Friday, September 05, 2008

Taking some heat!





5 settembre
After taking some heat from my good catholic friends, I must clarify our experience of Monday night. 1st, the normal mass which i attend and which was celebrated Monday night and lasted an hour, is enjoyable and similar to what I am used to, with certain differences like the language, of course. But, as Raffaele reminded me, this healing service lasted 4.5 hours, so that was 3.5 hours of rosaries (not an hour as i said before), both spoken and sung, and for me, that was a bit much. Of course, being a quasi-well controlled A.D.D., 3.5 hours of anything is too much. (After thinking a bit and getting breakfast ready for our guests, I must say I would gladly have a 3.5 hour conversation with a beautiful, intelligent woman over dinner)
Raffaele explained to me that the rosary was not a thing heavily contemplated while it was performed, but instead was a way to get a breathing pattern started which helped with concentration, meditation, and get more oxygen to the brain. My friend Kevin, who writes much better than me, shared the following which I will share unedited (although that would have been a fun thing to do. From an email titled Oh You Protestant Heathen:

Re the Rosary,

From your last blog, it is clear that the straight-line, clear headed, literal, work-ethic centric Protestant thinking of your heritage is clouding your ability to appreciate the lyrical patterns of the Roman Catholic Rosary prayer ritual, which are not intended to be a focus just on the simple but sublime messages of the core prayers of the Catholic faith, the Our Father and the Hail Mary, but instead to create a individual meditative environment in which a true prayerful interaction with God can be celebrated.

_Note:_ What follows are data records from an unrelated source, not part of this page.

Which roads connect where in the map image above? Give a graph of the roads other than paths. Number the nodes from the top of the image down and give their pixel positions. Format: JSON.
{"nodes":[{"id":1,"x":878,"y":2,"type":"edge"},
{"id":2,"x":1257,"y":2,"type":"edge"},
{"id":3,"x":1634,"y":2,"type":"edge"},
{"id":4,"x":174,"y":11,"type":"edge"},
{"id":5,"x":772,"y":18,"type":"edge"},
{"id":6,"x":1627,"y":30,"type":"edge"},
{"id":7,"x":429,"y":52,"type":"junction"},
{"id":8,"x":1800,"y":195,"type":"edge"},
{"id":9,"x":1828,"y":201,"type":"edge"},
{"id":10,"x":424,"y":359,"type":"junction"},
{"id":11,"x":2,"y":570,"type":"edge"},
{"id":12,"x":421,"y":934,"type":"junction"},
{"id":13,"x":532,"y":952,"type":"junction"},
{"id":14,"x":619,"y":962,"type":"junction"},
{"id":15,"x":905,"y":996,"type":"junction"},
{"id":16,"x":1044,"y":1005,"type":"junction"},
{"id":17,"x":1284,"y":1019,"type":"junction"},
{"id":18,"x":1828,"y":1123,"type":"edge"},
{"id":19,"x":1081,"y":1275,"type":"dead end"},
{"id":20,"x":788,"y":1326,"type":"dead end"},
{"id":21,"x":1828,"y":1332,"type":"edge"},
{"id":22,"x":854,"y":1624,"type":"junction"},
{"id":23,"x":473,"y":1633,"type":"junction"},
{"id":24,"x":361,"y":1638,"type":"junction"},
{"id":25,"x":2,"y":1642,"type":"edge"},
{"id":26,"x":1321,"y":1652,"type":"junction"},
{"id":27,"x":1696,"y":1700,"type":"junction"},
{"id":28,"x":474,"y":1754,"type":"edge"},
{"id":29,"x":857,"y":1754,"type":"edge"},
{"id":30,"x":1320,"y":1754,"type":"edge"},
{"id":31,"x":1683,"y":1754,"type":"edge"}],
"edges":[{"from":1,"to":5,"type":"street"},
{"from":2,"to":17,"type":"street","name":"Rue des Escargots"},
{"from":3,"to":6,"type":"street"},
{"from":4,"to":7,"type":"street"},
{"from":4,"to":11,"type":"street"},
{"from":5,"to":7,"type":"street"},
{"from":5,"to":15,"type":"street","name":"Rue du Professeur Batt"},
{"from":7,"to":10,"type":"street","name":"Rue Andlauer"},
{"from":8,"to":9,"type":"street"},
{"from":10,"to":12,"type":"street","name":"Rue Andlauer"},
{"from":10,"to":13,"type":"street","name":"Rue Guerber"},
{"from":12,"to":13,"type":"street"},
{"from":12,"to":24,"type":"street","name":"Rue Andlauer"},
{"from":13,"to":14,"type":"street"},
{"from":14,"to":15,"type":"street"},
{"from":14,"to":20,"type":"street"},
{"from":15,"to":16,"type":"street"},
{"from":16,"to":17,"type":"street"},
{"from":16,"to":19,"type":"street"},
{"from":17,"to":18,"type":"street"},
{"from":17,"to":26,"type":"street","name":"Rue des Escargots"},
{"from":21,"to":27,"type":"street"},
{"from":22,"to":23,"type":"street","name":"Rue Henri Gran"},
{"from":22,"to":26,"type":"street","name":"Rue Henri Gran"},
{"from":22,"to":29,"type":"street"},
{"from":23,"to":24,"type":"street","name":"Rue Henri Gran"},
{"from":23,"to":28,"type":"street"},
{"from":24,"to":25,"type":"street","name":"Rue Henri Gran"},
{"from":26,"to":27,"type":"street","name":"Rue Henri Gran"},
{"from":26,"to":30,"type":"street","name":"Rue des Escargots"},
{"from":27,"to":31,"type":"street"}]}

Another take is the historic one, in which poor medieval Catholics who could neither read nor write used the beads to keep track of the simple prayers they knew, recited en masse in lieu of reading from prayerbooks.

I must say, he hit the protestant thing on the head.
I am off to Divino Vino today, our local wine festival. Today, there will be a tasting of sparkling wines of the world. Tomorrow is the wedding and Sunday is a recovery day, I am sure.
The pictures are of Bacco at 730, ready to play, the drying figs from our trees and Raffaele's "cookies", a new experiment.